What the task requires: Output the entries verbatim, including every line.

Content starts

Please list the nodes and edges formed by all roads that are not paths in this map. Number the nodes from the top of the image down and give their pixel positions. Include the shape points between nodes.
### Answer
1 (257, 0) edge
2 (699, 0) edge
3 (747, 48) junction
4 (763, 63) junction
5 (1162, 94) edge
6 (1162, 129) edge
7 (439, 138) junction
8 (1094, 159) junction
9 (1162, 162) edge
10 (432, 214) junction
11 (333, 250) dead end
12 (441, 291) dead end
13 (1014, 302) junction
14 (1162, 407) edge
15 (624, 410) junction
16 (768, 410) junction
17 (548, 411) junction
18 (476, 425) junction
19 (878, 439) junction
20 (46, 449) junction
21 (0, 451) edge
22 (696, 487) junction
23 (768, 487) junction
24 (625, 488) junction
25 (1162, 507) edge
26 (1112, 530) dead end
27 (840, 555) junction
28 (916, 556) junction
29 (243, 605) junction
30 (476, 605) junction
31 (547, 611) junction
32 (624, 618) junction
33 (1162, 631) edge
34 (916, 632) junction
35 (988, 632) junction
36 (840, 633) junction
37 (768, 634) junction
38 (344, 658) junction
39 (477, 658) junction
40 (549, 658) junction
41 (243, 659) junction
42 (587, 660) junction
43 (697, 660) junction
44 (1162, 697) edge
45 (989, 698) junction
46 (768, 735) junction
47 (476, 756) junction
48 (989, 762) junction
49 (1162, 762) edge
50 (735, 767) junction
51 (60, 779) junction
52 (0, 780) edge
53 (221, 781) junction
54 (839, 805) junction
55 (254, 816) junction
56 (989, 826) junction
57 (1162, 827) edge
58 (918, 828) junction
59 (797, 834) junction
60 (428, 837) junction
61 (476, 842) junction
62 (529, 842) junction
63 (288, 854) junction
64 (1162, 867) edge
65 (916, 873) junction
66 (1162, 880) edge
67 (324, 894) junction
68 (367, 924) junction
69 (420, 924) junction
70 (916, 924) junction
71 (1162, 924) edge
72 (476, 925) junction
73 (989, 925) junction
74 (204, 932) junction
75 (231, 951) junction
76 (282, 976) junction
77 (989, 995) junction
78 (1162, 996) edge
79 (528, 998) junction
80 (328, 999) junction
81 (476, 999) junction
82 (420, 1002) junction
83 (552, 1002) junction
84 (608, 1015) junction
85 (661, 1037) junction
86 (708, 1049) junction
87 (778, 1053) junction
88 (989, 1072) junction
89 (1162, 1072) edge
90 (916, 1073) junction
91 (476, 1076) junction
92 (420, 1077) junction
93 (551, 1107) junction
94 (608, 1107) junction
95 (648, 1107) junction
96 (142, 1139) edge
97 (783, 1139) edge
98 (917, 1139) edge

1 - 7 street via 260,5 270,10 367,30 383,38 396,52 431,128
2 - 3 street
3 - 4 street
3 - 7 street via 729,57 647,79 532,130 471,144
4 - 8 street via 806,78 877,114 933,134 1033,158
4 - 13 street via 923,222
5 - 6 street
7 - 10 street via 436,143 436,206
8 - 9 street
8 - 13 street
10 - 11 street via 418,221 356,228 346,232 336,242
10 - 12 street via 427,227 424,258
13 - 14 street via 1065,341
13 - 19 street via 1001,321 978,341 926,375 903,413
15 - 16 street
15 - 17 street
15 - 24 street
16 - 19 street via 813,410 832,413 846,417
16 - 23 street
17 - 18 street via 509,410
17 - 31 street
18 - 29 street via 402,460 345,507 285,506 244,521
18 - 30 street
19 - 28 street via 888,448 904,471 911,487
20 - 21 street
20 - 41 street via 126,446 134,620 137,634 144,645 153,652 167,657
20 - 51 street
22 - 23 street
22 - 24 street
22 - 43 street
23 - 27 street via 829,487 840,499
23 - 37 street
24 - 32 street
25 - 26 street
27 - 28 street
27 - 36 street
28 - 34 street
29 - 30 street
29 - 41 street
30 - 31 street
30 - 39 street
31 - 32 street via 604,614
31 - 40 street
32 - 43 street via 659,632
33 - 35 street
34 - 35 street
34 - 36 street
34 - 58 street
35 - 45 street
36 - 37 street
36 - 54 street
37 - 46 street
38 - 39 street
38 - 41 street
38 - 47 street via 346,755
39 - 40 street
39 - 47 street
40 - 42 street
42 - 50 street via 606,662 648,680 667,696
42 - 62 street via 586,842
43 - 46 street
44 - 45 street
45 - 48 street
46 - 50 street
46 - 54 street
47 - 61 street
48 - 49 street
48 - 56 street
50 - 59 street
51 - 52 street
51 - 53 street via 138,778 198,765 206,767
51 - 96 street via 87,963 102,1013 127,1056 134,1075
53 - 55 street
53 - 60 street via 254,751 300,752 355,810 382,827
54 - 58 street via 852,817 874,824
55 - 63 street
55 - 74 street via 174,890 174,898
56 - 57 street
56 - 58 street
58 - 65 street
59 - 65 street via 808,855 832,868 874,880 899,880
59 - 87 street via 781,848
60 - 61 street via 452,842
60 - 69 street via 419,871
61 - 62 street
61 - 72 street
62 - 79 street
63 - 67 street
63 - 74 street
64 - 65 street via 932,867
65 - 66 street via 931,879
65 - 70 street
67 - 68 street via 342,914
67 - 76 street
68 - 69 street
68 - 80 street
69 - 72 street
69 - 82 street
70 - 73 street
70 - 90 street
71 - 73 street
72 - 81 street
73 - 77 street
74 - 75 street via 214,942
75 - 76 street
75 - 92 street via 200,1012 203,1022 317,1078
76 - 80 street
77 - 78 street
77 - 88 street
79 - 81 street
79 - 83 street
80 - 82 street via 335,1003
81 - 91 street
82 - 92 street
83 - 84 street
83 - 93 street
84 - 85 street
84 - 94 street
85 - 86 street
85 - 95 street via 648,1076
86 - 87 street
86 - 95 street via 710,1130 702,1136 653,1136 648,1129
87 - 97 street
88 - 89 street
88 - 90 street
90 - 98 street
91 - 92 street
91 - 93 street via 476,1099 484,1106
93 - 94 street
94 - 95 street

Content ends

Task response:
Please list the nodes and edges formed by all roads that are not paths in this map. Number the nodes from the top of the image down and give their pixel positions. Include the shape points between nodes.
### Answer
1 (257, 0) edge
2 (699, 0) edge
3 (747, 48) junction
4 (763, 63) junction
5 (1162, 94) edge
6 (1162, 129) edge
7 (439, 138) junction
8 (1094, 159) junction
9 (1162, 162) edge
10 (432, 214) junction
11 (333, 250) dead end
12 (441, 291) dead end
13 (1014, 302) junction
14 (1162, 407) edge
15 (624, 410) junction
16 (768, 410) junction
17 (548, 411) junction
18 (476, 425) junction
19 (878, 439) junction
20 (46, 449) junction
21 (0, 451) edge
22 (696, 487) junction
23 (768, 487) junction
24 (625, 488) junction
25 (1162, 507) edge
26 (1112, 530) dead end
27 (840, 555) junction
28 (916, 556) junction
29 (243, 605) junction
30 (476, 605) junction
31 (547, 611) junction
32 (624, 618) junction
33 (1162, 631) edge
34 (916, 632) junction
35 (988, 632) junction
36 (840, 633) junction
37 (768, 634) junction
38 (344, 658) junction
39 (477, 658) junction
40 (549, 658) junction
41 (243, 659) junction
42 (587, 660) junction
43 (697, 660) junction
44 (1162, 697) edge
45 (989, 698) junction
46 (768, 735) junction
47 (476, 756) junction
48 (989, 762) junction
49 (1162, 762) edge
50 (735, 767) junction
51 (60, 779) junction
52 (0, 780) edge
53 (221, 781) junction
54 (839, 805) junction
55 (254, 816) junction
56 (989, 826) junction
57 (1162, 827) edge
58 (918, 828) junction
59 (797, 834) junction
60 (428, 837) junction
61 (476, 842) junction
62 (529, 842) junction
63 (288, 854) junction
64 (1162, 867) edge
65 (916, 873) junction
66 (1162, 880) edge
67 (324, 894) junction
68 (367, 924) junction
69 (420, 924) junction
70 (916, 924) junction
71 (1162, 924) edge
72 (476, 925) junction
73 (989, 925) junction
74 (204, 932) junction
75 (231, 951) junction
76 (282, 976) junction
77 (989, 995) junction
78 (1162, 996) edge
79 (528, 998) junction
80 (328, 999) junction
81 (476, 999) junction
82 (420, 1002) junction
83 (552, 1002) junction
84 (608, 1015) junction
85 (661, 1037) junction
86 (708, 1049) junction
87 (778, 1053) junction
88 (989, 1072) junction
89 (1162, 1072) edge
90 (916, 1073) junction
91 (476, 1076) junction
92 (420, 1077) junction
93 (551, 1107) junction
94 (608, 1107) junction
95 (648, 1107) junction
96 (142, 1139) edge
97 (783, 1139) edge
98 (917, 1139) edge

1 - 7 street via 260,5 270,10 367,30 383,38 396,52 431,128
2 - 3 street
3 - 4 street
3 - 7 street via 729,57 647,79 532,130 471,144
4 - 8 street via 806,78 877,114 933,134 1033,158
4 - 13 street via 923,222
5 - 6 street
7 - 10 street via 436,143 436,206
8 - 9 street
8 - 13 street
10 - 11 street via 418,221 356,228 346,232 336,242
10 - 12 street via 427,227 424,258
13 - 14 street via 1065,341
13 - 19 street via 1001,321 978,341 926,375 903,413
15 - 16 street
15 - 17 street
15 - 24 street
16 - 19 street via 813,410 832,413 846,417
16 - 23 street
17 - 18 street via 509,410
17 - 31 street
18 - 29 street via 402,460 345,507 285,506 244,521
18 - 30 street
19 - 28 street via 888,448 904,471 911,487
20 - 21 street
20 - 41 street via 126,446 134,620 137,634 144,645 153,652 167,657
20 - 51 street
22 - 23 street
22 - 24 street
22 - 43 street
23 - 27 street via 829,487 840,499
23 - 37 street
24 - 32 street
25 - 26 street
27 - 28 street
27 - 36 street
28 - 34 street
29 - 30 street
29 - 41 street
30 - 31 street
30 - 39 street
31 - 32 street via 604,614
31 - 40 street
32 - 43 street via 659,632
33 - 35 street
34 - 35 street
34 - 36 street
34 - 58 street
35 - 45 street
36 - 37 street
36 - 54 street
37 - 46 street
38 - 39 street
38 - 41 street
38 - 47 street via 346,755
39 - 40 street
39 - 47 street
40 - 42 street
42 - 50 street via 606,662 648,680 667,696
42 - 62 street via 586,842
43 - 46 street
44 - 45 street
45 - 48 street
46 - 50 street
46 - 54 street
47 - 61 street
48 - 49 street
48 - 56 street
50 - 59 street
51 - 52 street
51 - 53 street via 138,778 198,765 206,767
51 - 96 street via 87,963 102,1013 127,1056 134,1075
53 - 55 street
53 - 60 street via 254,751 300,752 355,810 382,827
54 - 58 street via 852,817 874,824
55 - 63 street
55 - 74 street via 174,890 174,898
56 - 57 street
56 - 58 street
58 - 65 street
59 - 65 street via 808,855 832,868 874,880 899,880
59 - 87 street via 781,848
60 - 61 street via 452,842
60 - 69 street via 419,871
61 - 62 street
61 - 72 street
62 - 79 street
63 - 67 street
63 - 74 street
64 - 65 street via 932,867
65 - 66 street via 931,879
65 - 70 street
67 - 68 street via 342,914
67 - 76 street
68 - 69 street
68 - 80 street
69 - 72 street
69 - 82 street
70 - 73 street
70 - 90 street
71 - 73 street
72 - 81 street
73 - 77 street
74 - 75 street via 214,942
75 - 76 street
75 - 92 street via 200,1012 203,1022 317,1078
76 - 80 street
77 - 78 street
77 - 88 street
79 - 81 street
79 - 83 street
80 - 82 street via 335,1003
81 - 91 street
82 - 92 street
83 - 84 street
83 - 93 street
84 - 85 street
84 - 94 street
85 - 86 street
85 - 95 street via 648,1076
86 - 87 street
86 - 95 street via 710,1130 702,1136 653,1136 648,1129
87 - 97 street
88 - 89 street
88 - 90 street
90 - 98 street
91 - 92 street
91 - 93 street via 476,1099 484,1106
93 - 94 street
94 - 95 street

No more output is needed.